Peace, love, light, and joy,

Andrew Arthur Dawson

Loving And Accepting A Bully

Have you ever looked forward to something but also had some fear surrounding it as well? I’m experiencing one of those situations right now as I’m preparing to head out today to see my sister and her family in Tennessee.

It’s been about four months now since they moved out of Massachusetts and settled into a small city named Franklin, just outside of Nashville. While I’m excited about being able to spend some quality time with them, I’m a little nervous about being around her husband again. He has, for some time now, had many difficulties in accepting and dealing with me. More than not, he verbally expresses his displeasure of my presence in subtle ways when I’ve been around his family. My sister has told me that he holds some resentments towards me that he hasn’t gotten to the root of yet. Sadly, he hasn’t really focused on getting to that root either. The direct result of this has been him allowing me only limited time to spend with my only remaining family members. Thankfully my partner is going to be with me on this trip as generally, my sister’s husband’s negative behaviors towards me are usually subdued when someone else is around.

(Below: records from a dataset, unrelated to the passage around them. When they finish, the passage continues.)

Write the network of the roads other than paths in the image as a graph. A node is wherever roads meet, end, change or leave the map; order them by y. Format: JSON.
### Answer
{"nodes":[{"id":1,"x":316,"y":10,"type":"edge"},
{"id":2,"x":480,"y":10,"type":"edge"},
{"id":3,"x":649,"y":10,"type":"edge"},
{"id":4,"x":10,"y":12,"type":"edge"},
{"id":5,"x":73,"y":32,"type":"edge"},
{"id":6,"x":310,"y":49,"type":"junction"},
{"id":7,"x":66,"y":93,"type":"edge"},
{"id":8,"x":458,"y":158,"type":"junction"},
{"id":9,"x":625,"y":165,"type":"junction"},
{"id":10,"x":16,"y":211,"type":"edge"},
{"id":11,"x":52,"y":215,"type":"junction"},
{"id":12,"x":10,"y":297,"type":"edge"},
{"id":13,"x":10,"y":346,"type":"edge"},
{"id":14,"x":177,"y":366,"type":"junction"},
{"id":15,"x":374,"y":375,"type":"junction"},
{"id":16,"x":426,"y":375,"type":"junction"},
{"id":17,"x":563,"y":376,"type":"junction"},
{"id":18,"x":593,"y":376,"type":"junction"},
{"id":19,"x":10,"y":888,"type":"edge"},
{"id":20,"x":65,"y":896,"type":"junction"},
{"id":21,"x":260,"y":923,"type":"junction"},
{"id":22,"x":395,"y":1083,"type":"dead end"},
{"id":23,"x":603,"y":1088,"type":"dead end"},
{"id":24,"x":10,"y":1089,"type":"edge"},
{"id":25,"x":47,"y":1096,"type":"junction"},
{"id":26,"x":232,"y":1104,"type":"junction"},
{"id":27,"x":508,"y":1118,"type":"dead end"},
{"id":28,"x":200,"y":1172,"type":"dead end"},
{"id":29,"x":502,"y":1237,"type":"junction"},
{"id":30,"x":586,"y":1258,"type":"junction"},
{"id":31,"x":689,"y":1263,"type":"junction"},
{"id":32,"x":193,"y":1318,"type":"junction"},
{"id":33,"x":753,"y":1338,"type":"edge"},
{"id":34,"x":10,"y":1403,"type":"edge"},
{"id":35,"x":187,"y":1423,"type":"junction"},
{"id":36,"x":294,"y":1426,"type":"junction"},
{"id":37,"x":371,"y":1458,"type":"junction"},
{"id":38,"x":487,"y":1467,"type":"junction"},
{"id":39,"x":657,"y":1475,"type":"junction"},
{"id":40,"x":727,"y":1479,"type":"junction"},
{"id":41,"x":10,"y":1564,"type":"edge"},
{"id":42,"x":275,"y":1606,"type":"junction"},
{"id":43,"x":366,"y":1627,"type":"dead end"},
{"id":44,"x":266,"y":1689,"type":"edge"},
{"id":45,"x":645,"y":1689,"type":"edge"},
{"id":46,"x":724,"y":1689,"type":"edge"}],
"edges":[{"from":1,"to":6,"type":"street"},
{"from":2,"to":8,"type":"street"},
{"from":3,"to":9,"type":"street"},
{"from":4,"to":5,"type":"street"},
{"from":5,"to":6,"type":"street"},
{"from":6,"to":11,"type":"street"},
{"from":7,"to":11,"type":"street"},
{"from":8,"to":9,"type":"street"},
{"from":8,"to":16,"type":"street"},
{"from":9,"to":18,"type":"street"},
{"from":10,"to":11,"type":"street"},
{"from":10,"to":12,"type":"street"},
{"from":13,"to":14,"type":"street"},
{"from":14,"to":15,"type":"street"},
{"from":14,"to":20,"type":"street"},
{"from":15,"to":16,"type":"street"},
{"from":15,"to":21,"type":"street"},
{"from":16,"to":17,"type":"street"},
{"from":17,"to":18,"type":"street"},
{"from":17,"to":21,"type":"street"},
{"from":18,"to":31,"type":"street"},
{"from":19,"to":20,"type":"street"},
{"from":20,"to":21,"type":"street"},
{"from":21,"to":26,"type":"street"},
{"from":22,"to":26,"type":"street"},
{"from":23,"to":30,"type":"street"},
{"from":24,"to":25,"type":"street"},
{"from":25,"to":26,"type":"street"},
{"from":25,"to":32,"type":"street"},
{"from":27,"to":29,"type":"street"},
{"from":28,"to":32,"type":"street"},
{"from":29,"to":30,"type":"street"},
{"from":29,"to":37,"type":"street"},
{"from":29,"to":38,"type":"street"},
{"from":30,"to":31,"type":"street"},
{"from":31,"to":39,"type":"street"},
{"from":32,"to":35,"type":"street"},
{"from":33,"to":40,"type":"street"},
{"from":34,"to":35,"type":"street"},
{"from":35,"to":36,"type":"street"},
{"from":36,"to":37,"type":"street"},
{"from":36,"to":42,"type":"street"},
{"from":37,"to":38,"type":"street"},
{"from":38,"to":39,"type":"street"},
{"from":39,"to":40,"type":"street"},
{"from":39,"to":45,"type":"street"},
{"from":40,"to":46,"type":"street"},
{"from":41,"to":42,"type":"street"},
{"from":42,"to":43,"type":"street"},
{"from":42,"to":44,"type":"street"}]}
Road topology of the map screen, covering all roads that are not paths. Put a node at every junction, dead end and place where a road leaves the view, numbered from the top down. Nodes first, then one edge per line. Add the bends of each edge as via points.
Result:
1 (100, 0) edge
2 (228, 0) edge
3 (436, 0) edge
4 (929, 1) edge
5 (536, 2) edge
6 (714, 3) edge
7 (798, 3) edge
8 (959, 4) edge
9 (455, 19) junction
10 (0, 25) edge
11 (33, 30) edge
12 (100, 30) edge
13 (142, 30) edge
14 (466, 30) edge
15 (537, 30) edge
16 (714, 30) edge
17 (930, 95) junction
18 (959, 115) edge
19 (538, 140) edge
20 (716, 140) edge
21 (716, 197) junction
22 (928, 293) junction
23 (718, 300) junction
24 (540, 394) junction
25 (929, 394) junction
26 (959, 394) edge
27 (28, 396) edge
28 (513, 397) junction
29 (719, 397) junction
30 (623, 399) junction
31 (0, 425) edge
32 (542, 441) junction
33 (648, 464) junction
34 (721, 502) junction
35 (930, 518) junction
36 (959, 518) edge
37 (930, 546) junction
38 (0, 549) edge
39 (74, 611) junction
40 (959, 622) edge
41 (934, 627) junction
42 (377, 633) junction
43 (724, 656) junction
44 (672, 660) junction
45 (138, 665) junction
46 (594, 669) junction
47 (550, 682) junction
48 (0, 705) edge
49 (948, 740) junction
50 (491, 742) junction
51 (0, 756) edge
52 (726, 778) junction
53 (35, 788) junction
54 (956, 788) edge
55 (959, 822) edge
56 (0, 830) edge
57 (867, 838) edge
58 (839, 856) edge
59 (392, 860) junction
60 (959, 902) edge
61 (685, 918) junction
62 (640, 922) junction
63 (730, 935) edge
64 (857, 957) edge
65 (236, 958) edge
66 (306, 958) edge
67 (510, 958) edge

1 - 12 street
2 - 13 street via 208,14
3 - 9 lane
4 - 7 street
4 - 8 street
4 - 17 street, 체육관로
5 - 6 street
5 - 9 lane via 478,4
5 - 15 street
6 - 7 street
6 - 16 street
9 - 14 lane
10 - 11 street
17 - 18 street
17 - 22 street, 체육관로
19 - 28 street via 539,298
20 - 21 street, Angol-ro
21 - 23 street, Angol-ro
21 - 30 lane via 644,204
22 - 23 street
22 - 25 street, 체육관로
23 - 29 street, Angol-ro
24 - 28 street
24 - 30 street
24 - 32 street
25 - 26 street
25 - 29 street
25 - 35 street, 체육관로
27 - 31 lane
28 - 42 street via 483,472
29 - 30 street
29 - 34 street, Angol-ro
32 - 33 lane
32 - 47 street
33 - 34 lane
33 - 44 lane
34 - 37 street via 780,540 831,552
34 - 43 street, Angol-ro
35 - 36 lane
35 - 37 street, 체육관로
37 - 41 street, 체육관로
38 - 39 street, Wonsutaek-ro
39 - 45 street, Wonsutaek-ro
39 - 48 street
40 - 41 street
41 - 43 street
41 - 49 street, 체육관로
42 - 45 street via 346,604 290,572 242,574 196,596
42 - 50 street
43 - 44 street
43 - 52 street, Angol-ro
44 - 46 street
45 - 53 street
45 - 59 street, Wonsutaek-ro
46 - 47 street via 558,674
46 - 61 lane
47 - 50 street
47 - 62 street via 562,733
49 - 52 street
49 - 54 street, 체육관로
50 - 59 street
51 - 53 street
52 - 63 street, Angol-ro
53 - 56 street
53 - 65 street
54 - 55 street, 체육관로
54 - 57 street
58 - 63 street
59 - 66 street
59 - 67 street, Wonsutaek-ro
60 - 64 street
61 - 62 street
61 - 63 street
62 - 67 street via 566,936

In recent years, I’ve compared some of his behaviors to that of one of the high school bullies I once had in my younger years. Rarely did I ever defend myself or stand up to those bullies as back then I was more of a shy, withdrawn, and overly insecure individual that allowed people to always make fun of me. Unfortunately, I still deal with some of those attributes today and people like my sister’s husband often take advantage of that. Add in the fact that my sister is currently battling co-depedent behaviors and holds some of her own fears towards her husband’s controlling behaviors that she often doesn’t stand up to him either, especially when it comes to things dealing with me.

I’ve come to believe that people who are bullies are nothing more than deeply insecure individuals themselves. They find people who appear weaker then themselves and inflict pain upon them on some level because it makes them feel better about the mess that lives within them. It’s really all about them just shifting the focus off of their mess onto another’s.

I know this pattern well as I’ve lived it. Because of that, it has helped me to understand at least some of the reason why my sister’s husband acts the way he does towards me. I have speculated on some of those other reasons but any of them that I might write about would only be more judgments. Ironically, I like her husband on a soul level and know that there is great potential for a very loving relationship not only between him and my sister but also for him and I on a friendship level. What gets in between the both of those is his ego, which I like to say is an acronym for Edging God Out.

So as I prepare to leave for this trip, I am already praying to God for patience, love and tolerance as well as love, forgiveness, and peace for him. I want to focus on the positive that I’m getting to see my sister and her kids and not on the negative that has surrounded my relationship with him for some time now.

It’s hard to accept the fact that my ongoing relationship with my sister and three nephews continues to be negatively affected by her husband. But I have no other choice than to do so. Until either he works on letting go of his resentments towards me or my sister does more to break free from her co-dependent behaviors, the only thing I can do is accept him and ask God for guidance whenever I’m allowed to be around my family, such as this trip. Acceptance may not take away some of that underlying fear as I get ready to leave for this trip, but it sure does bring some comfort in knowing that I’m doing my part to love even those who don’t know how to love me.